Saturday, March 19, 2011

Endless....ly grateful




Okay, here's some updates. Sorry it's been so long. It's rare that my hands are free when Dalia is not awake or needing me to interact with her, so updates are few and far between, but I'll assure you that we are enjoying life over here. I don't know what happened, but Eloise created some synergy in my life that has made me endlessly grateful for the constant and continuous activity and neediness of my family. With Dalia, I so often found myself thinking "me, me, me" and there are surely days when I could use a bath or a walk or just five minutes alone, but I can't tell you how much easier it is for me to enjoy this time. I guess with baby number two it's easy to remember that the things that seem like they'll last forever really just dissappear in a matter of days or weeks and Eloise seems to be getting big so quickly that I don't want to miss anything with a bad attitude in the way. That's not to say I don't have my grouchy days, hours and minutes. Dalia and I are increasingly like oil and water. I really can't imagine not being totally intertwined with her emotionally and both of us need each other tremendously, but sheesh! we just go at it sometimes. And she's so articulate that she can really put up her end of the stand off. It's me who ends up at a loss for words sometimes. She's so darn smart and sharp.

And so beautiful. And thoughtful. This morning she woke up before us and played in her room alone for a while. When we woke up there was a gift bag full of books with a balloon attached to it in our bathroom - our surprise gift. Yesterday, I was in the other room doing god knows what and I heard Dalia saying, "oh, no, Eloise don't cry. I'm sorry." Eloise was fussing in her "bed" (which is a co-sleeper next to my bed). I went in and asked (nicely) what happened. Dalia explained that she was shaking a little plastic block over her face and accidentally hit her with it. I asked her how she felt when Eloise cried. She said she felt sad. I could have melted. I told her she'd be more careful next time and that it was okay. She's also showing such incredible self control and playing so well with others these days. It's both heartbreaking to see her have these existential experiences where she has to decide how to be based on how others will feel and so proud.

And Eloise...she is partially responsible for all this conscious living we're doing. When Dalia is melting down, Eloise is laughing and smiling. She seems always happy, always smiling to greet a new friend.

Mama friends

Not to say she doesn't have her moments, but we are just blessed. With both of them, but where Dalia and I are oil and water, Eloise and I are just like two soft pillows (me more literally these days ha ha ha) smooshing up together. She's starting to laugh and talk. I've included a video of her practicing her "voice". So cute. I think it's sort of a protest, but who cares, it's adorable.

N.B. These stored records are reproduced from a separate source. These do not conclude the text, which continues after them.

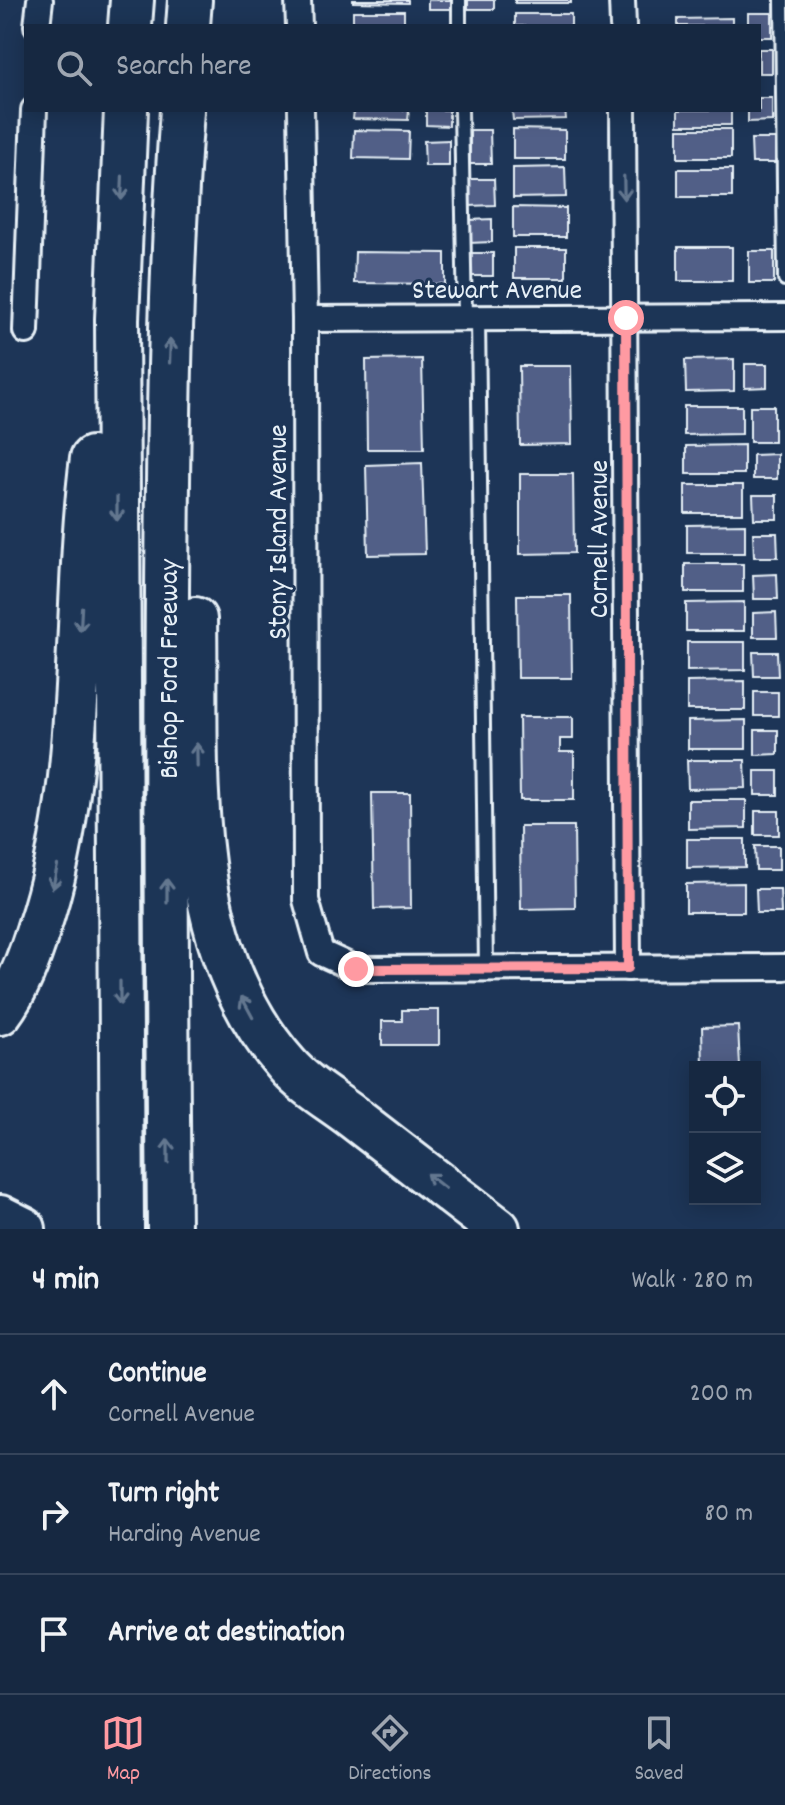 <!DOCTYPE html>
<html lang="en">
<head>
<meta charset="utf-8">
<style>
  body { margin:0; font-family:Dekko,sans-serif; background:#23344c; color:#f1f3f6 }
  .controls { position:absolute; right:24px; bottom:24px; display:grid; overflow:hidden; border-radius:0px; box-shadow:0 4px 20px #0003 }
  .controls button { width:72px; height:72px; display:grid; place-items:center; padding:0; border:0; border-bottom:2px solid #35445a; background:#162841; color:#f1f3f6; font:40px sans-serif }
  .stop { position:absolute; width:24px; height:24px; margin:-18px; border:6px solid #ff9aa2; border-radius:50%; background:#fff }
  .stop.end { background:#ff9aa2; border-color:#fff; box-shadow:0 2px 8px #0008 }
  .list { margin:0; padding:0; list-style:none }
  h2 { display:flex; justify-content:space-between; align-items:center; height:104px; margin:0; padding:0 32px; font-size:34px }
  h2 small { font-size:26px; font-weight:400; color:#9ea6b1 }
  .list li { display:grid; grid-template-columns:52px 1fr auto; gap:24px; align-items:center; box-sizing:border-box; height:120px; padding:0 32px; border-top:2px solid #35445a }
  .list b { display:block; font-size:30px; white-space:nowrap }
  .list p { margin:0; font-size:26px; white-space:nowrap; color:#9ea6b1 }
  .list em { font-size:26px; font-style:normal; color:#9ea6b1 }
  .icon { flex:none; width:44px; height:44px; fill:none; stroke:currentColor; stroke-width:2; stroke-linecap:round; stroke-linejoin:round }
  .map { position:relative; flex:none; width:785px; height:1229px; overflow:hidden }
  .search { position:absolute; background:#162841; box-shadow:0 4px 20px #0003; left:24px; right:24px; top:24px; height:88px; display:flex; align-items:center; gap:20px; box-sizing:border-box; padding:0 28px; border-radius:0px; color:#9ea6b1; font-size:30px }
  .sheet { height:464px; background:#162841 }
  nav { display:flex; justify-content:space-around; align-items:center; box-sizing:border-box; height:112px; border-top:2px solid #35445a; background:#162841; font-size:22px; color:#9ea6b1 }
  nav a { display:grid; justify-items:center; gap:4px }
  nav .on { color:#ff9aa2 }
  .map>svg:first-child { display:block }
  .building { fill:#515f87; stroke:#e8f1f8; stroke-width:2 }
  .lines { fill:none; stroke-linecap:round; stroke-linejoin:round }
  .lane-casing { stroke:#e8f1f8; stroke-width:18 }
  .street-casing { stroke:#e8f1f8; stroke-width:30 }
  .highway-casing { stroke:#e8f1f8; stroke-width:48 }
  .lane { stroke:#1d3557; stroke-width:12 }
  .street { stroke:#1d3557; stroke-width:24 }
  .highway { stroke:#1d3557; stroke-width:42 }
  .oneway { stroke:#64778f }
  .route { stroke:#ff9aa2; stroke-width:10 }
  .labels { text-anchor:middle; stroke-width:6; stroke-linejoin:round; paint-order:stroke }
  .street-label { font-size:28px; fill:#e8f1f8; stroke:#1d3557 }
</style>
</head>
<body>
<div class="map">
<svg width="785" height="1229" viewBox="0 0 785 1229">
  <rect width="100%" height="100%" fill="#1d3557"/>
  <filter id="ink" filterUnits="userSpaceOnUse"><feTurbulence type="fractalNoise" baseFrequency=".0125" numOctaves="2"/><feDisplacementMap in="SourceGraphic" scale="16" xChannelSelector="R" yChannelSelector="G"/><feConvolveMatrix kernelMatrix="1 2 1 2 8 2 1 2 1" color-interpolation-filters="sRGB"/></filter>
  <g filter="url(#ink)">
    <!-- building -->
    <g class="building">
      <polygon points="353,0 408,0 408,3 353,2"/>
      <rect x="428" y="0" width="23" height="9"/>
      <rect x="468" y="0" width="26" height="9"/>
      <rect x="515" y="0" width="56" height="3"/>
      <rect x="353" y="11" width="51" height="15"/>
      <polygon points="748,13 772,13 772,37 759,37 759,26 748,26"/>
      <rect x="515" y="14" width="56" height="12"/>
      <polygon points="732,18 732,26 678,26 678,19"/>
      <rect x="759" y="49" width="13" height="24"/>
      <polygon points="759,98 772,98 772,121 748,122 748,110 759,110"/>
      <polygon points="354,110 409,110 408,120 353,119"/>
      <polygon points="426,110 449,110 449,126 426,125"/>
      <polygon points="512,110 565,110 566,119 513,120"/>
      <rect x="678" y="110" width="53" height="15"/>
      <polygon points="513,129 565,130 565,159 513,159"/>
      <rect x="678" y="129" width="53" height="29"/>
      <polygon points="354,130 409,131 408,159 353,158"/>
      <polygon points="470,130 490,130 491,164 470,164"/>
      <polygon points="751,139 775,139 775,163 752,163"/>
      <polygon points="449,140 449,166 425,166 424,141"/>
      <polygon points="565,167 566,197 513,198 513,168"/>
      <rect x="678" y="169" width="54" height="28"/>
      <polygon points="468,179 494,179 495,205 469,206"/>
      <polygon points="513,207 566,208 566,237 513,237"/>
      <polygon points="492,219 492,242 469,243 469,220"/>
      <rect x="678" y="247" width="54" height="34"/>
      <rect x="514" y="248" width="52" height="30"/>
      <rect x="749" y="251" width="25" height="32"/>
      <polygon points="355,252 445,253 445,284 354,283"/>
      <rect x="470" y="253" width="23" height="23"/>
      <polygon points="422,359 424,449 367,449 366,360"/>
      <polygon points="734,359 734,391 686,392 685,360"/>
      <polygon points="745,364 767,364 767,387 745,388"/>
      <polygon points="519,366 571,366 572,444 520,445"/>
      <polygon points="684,406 742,406 742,434 684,435"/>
      <rect x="750" y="406" width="24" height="36"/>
      <polygon points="744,445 744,474 686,474 686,446"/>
      <polygon points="777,454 777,479 753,479 753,455"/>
      <polygon points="422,463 425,554 368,555 366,465"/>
      <polygon points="520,474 573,474 574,553 520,554"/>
      <rect x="685" y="485" width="58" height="28"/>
      <polygon points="753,495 777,495 777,519 754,519"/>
      <polygon points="745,524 745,553 687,553 687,525"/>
      <polygon points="753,533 777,533 778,557 754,557"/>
      <rect x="685" y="564" width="58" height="28"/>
      <polygon points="777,574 778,599 754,599 753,575"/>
      <polygon points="517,595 571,595 572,678 518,678"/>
      <polygon points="744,602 744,631 686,631 686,603"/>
      <polygon points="776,612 777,637 753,637 753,613"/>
      <polygon points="687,642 745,642 745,670 687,671"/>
      <polygon points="753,652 777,652 778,676 754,676"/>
      <polygon points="745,681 745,710 687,710 687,682"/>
      <rect x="754" y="692" width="24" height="24"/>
      <polygon points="519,717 573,717 573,739 560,739 560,752 574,752 574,800 520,800"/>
      <polygon points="746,720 746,749 688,749 688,721"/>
      <polygon points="755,730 778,730 778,754 755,755"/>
      <polygon points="687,760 745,760 746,788 688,789"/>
      <rect x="755" y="771" width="23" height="24"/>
      <polygon points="372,793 410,793 411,908 374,909"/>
      <polygon points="688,800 746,800 746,828 688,829"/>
      <rect x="755" y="811" width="24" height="24"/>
      <polygon points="520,826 574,826 575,908 521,909"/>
      <polygon points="687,839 745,839 745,867 687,868"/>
      <polygon points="755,846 779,846 779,870 756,870"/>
      <polygon points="744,883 744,912 686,912 686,884"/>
      <polygon points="756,889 780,889 781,913 757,913"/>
      <polygon points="402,1010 439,1010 439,1045 382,1045 382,1021 402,1021"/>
      <polygon points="738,1026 740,1067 703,1067 702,1027"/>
    </g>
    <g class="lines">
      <defs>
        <g id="lane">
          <polyline points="459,0 459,26"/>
          <polyline points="782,0 785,279"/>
          <polyline points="461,110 465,318"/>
          <polyline points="478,318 486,968"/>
        </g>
        <g id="street">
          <polyline points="298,0 299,26"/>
          <polyline points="622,0 623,26"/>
          <polyline points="37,26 40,0"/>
          <polyline points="301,110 305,319 306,900 321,953 356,969 785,967"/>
          <polyline points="623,110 628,968"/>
          <polyline points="305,319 785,317"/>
          <polyline points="26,331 34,110"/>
        </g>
        <g id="highway">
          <polyline points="130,26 132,0"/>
          <polyline points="188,26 190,0"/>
          <path d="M195,619C198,770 179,943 287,1065C305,1086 332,1101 354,1118C402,1155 450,1192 498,1229"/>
          <path d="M0,1013C18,989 29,959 38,930C89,779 72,615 92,458"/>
          <polyline points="0,1217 24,1229"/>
          <polyline points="122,1229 117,319 126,110"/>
          <path d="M169,1229C167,1017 165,805 167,594C168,432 170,271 182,110"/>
        </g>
      </defs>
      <!-- lane casing -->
      <use href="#lane" class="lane-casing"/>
      <!-- street casing -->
      <use href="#street" class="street-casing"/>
      <!-- highway casing -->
      <use href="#highway" class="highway-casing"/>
      <!-- lane -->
      <use href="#lane" class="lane"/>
      <!-- street -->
      <use href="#street" class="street"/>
      <!-- highway -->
      <use href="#highway" class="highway"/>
    </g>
    <!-- one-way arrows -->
    <defs><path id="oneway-shaft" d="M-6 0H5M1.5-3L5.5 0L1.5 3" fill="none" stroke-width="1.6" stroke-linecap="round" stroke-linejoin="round" transform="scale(2)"/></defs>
    <g class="oneway">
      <use href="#oneway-shaft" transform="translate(122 188) rotate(92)"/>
      <use href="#oneway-shaft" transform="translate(624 188) rotate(89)"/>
      <use href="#oneway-shaft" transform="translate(170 351) rotate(-88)"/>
      <use href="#oneway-shaft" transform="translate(117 509) rotate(90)"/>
      <use href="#oneway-shaft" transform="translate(81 619) rotate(93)"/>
      <use href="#oneway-shaft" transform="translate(197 755) rotate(-91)"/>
      <use href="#oneway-shaft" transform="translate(55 877) rotate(102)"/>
      <use href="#oneway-shaft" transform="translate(167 891) rotate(-90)"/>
      <use href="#oneway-shaft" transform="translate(120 993) rotate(90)"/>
      <use href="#oneway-shaft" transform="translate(247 1007) rotate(-118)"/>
      <use href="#oneway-shaft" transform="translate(168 1151) rotate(-90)"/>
      <use href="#oneway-shaft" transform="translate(436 1181) rotate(-142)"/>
    </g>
  </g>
  <g class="lines" filter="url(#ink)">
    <!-- route -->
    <polyline class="route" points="356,969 628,968 626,318"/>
  </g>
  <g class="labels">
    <!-- street labels -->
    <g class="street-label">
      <text x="497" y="298">Stewart Avenue</text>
      <text transform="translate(276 532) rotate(-90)" y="10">Stony Island Avenue</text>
      <text transform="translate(597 539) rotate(-90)" y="10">Cornell Avenue</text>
      <text transform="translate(167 669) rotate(-90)" y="10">Bishop Ford Freeway</text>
    </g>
  </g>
</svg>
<div class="controls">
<button><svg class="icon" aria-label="locate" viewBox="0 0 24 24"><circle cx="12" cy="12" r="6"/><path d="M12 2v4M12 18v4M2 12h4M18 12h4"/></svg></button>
<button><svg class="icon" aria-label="layers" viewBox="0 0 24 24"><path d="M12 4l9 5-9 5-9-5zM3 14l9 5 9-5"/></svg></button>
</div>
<div class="stop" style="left:626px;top:318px"></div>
<div class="stop end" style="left:356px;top:969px"></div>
<div class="search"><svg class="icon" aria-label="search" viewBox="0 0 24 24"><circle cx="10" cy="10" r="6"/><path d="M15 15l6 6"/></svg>Search here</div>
</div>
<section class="sheet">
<h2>4 min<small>Walk · 280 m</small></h2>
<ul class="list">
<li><svg class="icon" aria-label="ahead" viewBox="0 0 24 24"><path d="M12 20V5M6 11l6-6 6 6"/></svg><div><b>Continue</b><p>Cornell Avenue</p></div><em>200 m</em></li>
<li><svg class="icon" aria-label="right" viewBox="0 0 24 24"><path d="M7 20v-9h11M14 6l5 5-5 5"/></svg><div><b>Turn right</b><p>Harding Avenue</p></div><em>80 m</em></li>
<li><svg class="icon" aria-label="arrive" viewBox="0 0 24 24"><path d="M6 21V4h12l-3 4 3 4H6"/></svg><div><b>Arrive at destination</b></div></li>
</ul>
</section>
<nav>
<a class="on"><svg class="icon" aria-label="map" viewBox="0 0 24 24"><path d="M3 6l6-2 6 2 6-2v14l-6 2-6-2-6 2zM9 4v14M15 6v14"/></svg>Map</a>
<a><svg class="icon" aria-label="directions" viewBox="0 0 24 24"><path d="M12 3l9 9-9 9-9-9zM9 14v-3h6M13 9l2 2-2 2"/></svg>Directions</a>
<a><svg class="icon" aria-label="saved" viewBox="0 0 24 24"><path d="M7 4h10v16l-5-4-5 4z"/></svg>Saved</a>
</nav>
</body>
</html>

A final note - Mark. Oh my goodness, how does anyone do this without help like I get from him? Cooking, cleaning, holding crying babies, changing diapers, helping kids in the night...and working so we can do all this. And being supportive and thoughtful all the time. I'm so utterly thankful for him. Really just shake my head at how I got so lucky. I'm so glad my girls have such support and love from their daddy.

Okay, this is way too long of a blog update, but now you know.

3 comments:

Gigi said...

3 glamour girls and a reading lesson! Wonderful moments. xoxo

Gigi said...

Now I have this on my phone-gigi's bragbook for the electronic age!

Anonymous said...

Thank you for sharing the wonderful, joyful moments of your life. I am so happy to read of your happiness.